──────── Records supplied ────────

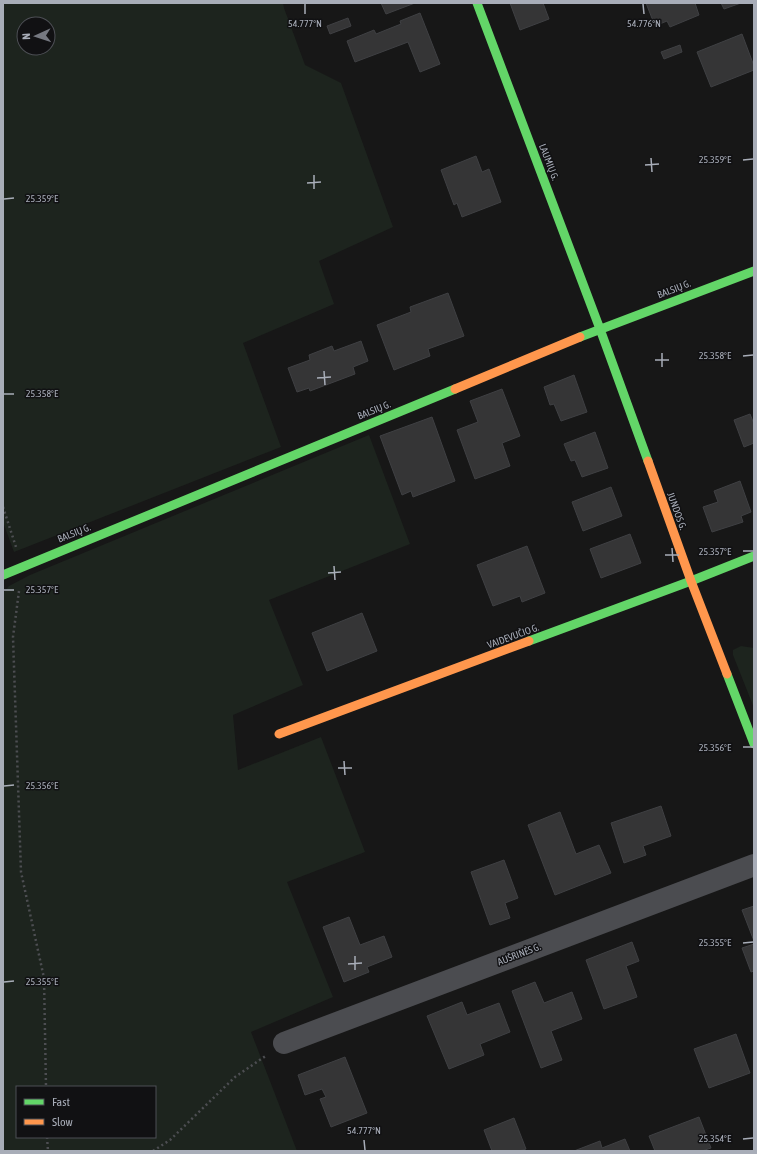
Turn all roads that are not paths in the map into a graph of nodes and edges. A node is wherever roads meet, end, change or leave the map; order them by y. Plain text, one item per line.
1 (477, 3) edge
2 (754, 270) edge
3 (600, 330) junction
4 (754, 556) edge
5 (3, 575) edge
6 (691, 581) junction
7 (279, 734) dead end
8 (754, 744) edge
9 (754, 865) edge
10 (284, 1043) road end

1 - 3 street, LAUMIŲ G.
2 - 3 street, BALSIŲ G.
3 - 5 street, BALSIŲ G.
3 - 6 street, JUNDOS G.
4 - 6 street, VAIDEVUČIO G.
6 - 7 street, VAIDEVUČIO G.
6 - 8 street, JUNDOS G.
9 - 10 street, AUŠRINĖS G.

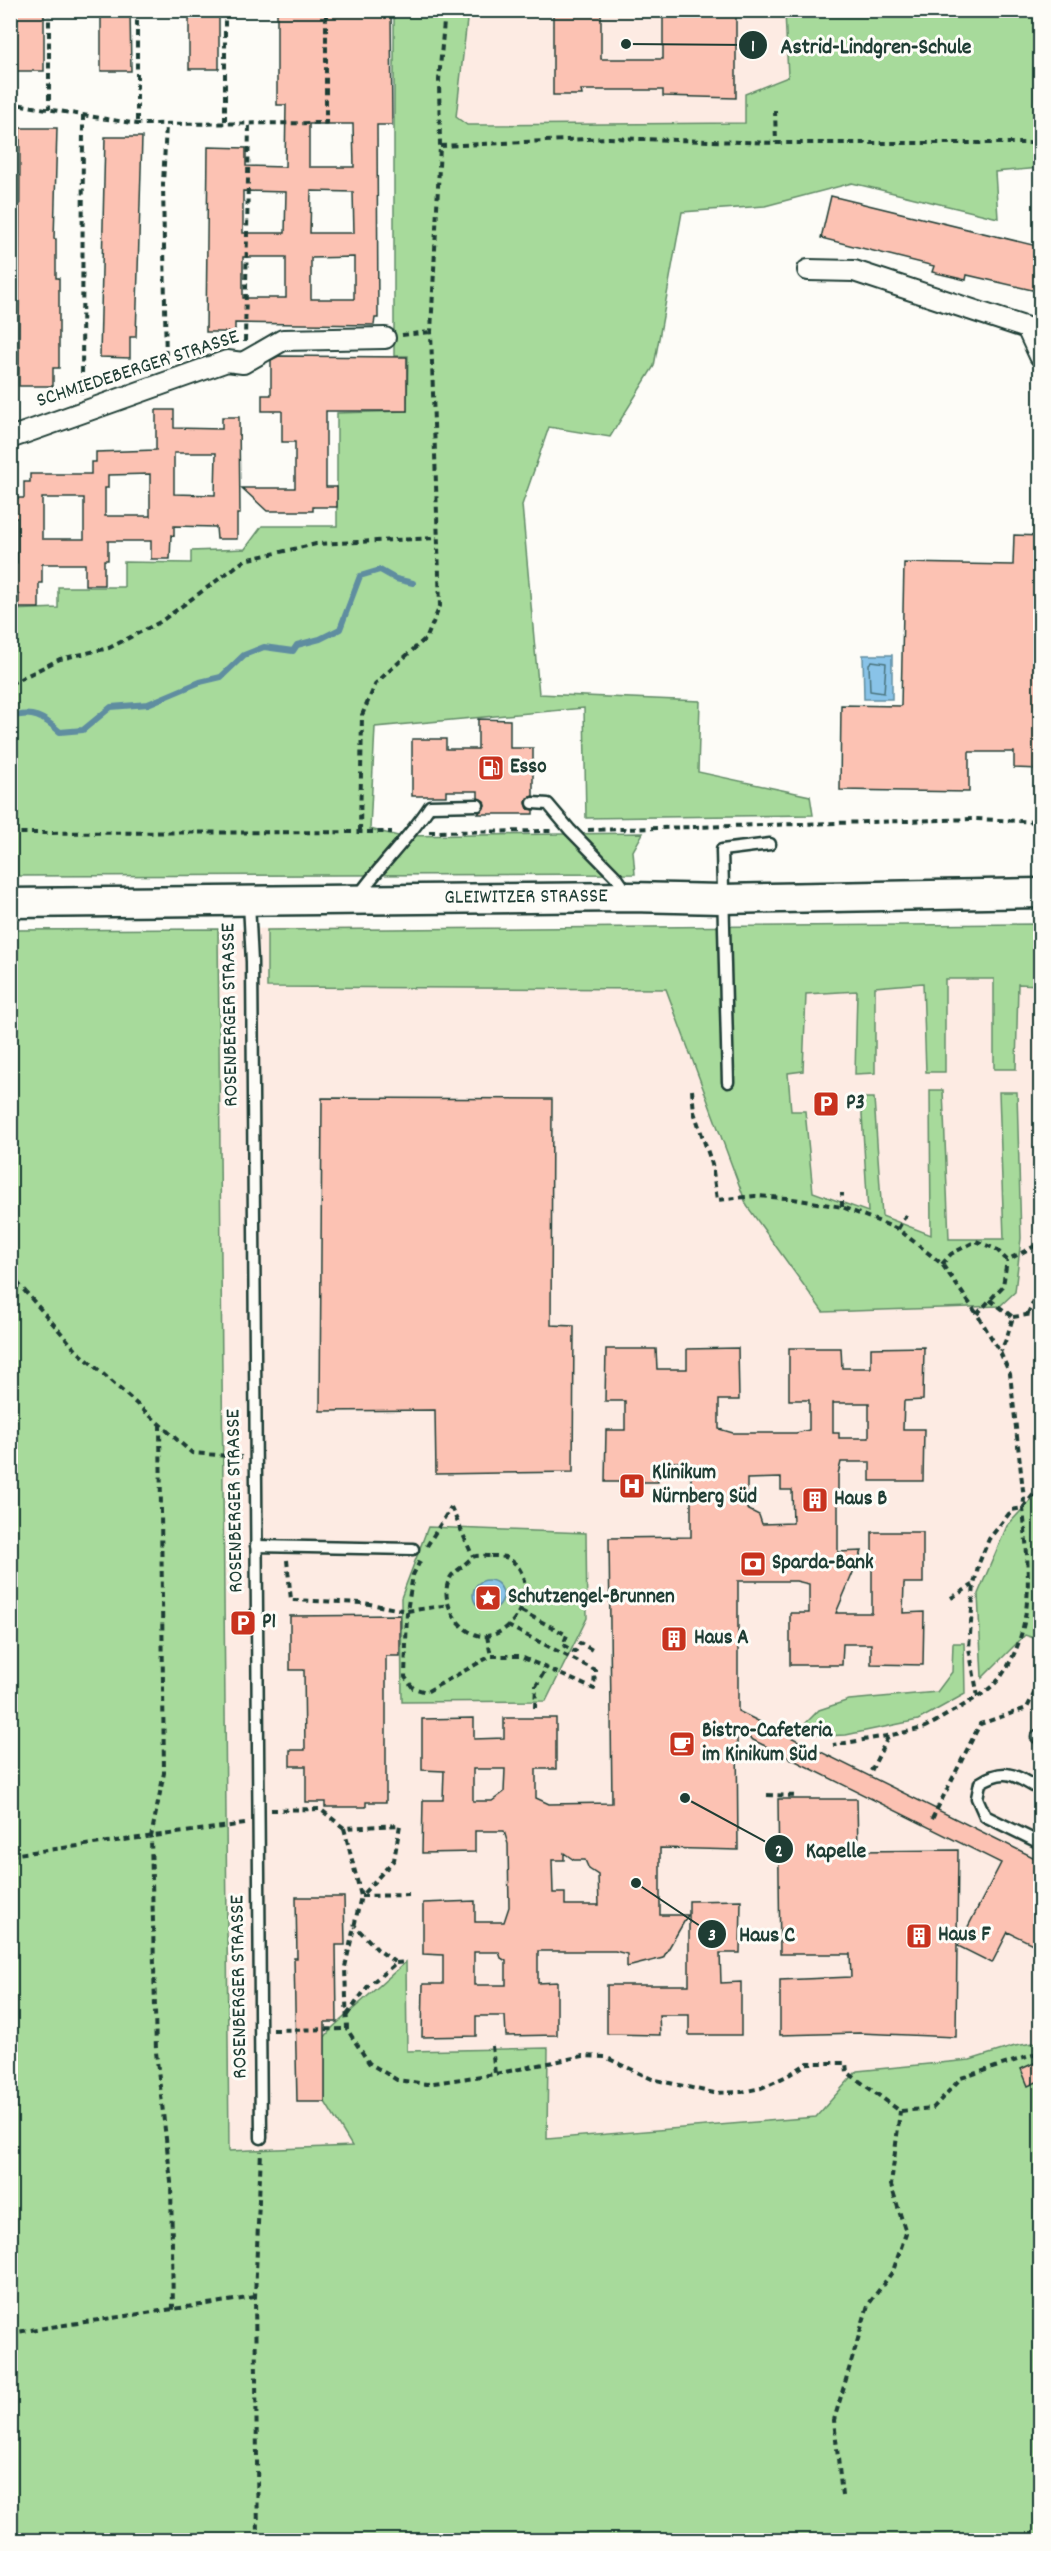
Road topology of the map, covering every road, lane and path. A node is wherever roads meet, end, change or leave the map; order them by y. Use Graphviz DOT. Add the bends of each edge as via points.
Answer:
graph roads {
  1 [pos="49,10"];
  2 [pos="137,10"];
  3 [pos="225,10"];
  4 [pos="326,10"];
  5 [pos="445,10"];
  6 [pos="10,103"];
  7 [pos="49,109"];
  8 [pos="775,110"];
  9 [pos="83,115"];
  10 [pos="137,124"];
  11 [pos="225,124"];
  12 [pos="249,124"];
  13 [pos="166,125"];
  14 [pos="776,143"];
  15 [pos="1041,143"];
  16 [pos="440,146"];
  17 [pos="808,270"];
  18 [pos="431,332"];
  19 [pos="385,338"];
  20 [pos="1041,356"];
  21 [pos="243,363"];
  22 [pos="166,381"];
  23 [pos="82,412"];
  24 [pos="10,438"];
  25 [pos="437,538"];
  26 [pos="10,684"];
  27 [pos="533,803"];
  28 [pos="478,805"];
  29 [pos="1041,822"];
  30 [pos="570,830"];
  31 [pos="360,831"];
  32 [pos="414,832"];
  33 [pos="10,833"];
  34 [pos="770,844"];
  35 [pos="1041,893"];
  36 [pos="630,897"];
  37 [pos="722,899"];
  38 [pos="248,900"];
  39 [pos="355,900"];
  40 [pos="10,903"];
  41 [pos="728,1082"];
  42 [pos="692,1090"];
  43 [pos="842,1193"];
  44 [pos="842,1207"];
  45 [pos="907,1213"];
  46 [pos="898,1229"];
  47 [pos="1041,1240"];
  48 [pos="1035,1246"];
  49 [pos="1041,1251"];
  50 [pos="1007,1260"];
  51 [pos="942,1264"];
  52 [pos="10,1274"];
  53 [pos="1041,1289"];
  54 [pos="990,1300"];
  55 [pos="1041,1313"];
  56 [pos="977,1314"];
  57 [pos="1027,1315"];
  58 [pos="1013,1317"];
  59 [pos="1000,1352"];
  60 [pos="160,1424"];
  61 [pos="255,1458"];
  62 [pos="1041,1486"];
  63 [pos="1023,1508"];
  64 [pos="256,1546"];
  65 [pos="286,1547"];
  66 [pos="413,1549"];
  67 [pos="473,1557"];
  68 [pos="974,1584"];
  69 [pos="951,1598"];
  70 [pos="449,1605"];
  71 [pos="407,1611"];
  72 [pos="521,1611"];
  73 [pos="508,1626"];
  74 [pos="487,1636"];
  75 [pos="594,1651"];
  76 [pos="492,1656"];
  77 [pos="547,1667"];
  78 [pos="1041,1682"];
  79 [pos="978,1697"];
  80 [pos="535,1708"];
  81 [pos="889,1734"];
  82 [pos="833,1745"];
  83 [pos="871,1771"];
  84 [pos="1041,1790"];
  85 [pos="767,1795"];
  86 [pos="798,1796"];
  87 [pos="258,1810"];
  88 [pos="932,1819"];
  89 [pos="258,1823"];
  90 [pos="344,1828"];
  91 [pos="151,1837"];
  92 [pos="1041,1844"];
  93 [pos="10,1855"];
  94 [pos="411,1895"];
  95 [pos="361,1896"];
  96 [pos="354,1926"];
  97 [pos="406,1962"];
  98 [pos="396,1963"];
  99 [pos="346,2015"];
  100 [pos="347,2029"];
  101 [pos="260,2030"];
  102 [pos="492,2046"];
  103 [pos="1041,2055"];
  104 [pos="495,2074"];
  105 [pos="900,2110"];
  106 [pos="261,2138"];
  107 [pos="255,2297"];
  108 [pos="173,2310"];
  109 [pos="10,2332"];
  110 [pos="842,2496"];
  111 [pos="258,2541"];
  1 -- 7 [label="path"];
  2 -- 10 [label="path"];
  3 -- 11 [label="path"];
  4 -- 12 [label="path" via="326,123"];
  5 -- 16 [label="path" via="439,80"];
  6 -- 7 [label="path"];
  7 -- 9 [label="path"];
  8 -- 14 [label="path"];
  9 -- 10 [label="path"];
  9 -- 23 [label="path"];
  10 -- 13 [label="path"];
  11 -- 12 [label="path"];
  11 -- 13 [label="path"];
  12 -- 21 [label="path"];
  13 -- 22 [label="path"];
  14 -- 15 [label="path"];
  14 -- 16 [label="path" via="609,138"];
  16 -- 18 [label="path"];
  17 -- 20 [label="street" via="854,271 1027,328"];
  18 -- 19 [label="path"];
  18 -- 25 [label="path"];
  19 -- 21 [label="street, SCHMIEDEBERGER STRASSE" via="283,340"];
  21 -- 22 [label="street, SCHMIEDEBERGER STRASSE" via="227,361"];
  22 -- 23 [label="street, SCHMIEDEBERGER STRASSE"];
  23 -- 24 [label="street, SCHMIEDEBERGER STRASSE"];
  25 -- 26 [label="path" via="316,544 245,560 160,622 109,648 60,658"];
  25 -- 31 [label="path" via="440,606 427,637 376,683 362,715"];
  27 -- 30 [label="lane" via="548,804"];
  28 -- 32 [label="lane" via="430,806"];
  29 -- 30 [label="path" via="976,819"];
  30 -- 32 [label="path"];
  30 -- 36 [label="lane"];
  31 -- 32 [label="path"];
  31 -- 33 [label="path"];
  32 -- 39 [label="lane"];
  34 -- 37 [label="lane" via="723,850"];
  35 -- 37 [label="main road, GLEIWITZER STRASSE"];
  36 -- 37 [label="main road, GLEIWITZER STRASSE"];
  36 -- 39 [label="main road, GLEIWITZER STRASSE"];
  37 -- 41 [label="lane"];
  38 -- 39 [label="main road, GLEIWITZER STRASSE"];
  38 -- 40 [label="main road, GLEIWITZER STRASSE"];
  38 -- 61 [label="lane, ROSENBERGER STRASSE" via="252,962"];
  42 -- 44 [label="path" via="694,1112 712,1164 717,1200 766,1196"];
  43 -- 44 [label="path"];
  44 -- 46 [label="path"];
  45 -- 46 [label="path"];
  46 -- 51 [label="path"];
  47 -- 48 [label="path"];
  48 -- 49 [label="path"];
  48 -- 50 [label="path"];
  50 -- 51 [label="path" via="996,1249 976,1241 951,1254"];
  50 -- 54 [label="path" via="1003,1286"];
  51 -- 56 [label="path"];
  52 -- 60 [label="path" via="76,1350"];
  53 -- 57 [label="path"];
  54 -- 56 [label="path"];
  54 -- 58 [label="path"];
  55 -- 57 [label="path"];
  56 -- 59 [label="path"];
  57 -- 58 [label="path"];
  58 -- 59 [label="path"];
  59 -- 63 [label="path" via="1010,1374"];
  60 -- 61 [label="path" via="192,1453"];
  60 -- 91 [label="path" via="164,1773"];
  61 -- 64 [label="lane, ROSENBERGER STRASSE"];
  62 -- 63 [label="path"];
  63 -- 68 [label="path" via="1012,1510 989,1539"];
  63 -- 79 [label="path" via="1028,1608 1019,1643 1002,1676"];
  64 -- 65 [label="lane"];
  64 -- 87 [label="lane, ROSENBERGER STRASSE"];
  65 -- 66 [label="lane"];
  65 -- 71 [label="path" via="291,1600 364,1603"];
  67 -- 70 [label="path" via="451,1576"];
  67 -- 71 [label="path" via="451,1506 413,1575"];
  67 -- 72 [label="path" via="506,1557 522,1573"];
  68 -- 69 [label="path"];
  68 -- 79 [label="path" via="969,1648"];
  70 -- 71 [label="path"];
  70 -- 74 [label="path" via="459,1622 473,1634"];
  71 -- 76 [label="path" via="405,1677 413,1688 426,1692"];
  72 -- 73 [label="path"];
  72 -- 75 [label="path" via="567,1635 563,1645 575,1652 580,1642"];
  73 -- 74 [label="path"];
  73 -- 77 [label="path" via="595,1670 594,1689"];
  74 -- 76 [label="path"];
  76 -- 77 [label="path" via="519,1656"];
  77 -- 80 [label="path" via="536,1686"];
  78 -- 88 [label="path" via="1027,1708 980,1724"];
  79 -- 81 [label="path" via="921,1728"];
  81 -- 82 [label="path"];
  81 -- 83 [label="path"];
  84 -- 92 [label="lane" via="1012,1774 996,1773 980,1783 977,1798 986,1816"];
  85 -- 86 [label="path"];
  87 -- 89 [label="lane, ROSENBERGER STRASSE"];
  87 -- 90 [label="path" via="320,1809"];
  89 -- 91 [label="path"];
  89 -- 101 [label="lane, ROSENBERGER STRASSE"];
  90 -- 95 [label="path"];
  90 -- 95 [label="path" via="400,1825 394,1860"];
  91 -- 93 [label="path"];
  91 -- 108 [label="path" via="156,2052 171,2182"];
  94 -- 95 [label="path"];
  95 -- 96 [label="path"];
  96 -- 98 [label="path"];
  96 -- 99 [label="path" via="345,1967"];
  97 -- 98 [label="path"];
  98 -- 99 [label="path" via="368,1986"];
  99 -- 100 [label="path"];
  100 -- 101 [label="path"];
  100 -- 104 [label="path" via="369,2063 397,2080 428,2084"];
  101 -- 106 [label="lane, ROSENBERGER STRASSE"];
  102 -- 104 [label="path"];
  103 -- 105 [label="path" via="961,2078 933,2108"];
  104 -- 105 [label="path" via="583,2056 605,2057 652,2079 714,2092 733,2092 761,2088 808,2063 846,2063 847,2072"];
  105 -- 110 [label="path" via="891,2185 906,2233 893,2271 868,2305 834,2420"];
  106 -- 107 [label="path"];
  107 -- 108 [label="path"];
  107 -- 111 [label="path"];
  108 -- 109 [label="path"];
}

────────

Task to carry out |
Across all the records above, how many lines hold the word "GLEIWITZER"? Answer with only that number.

Written answer |
5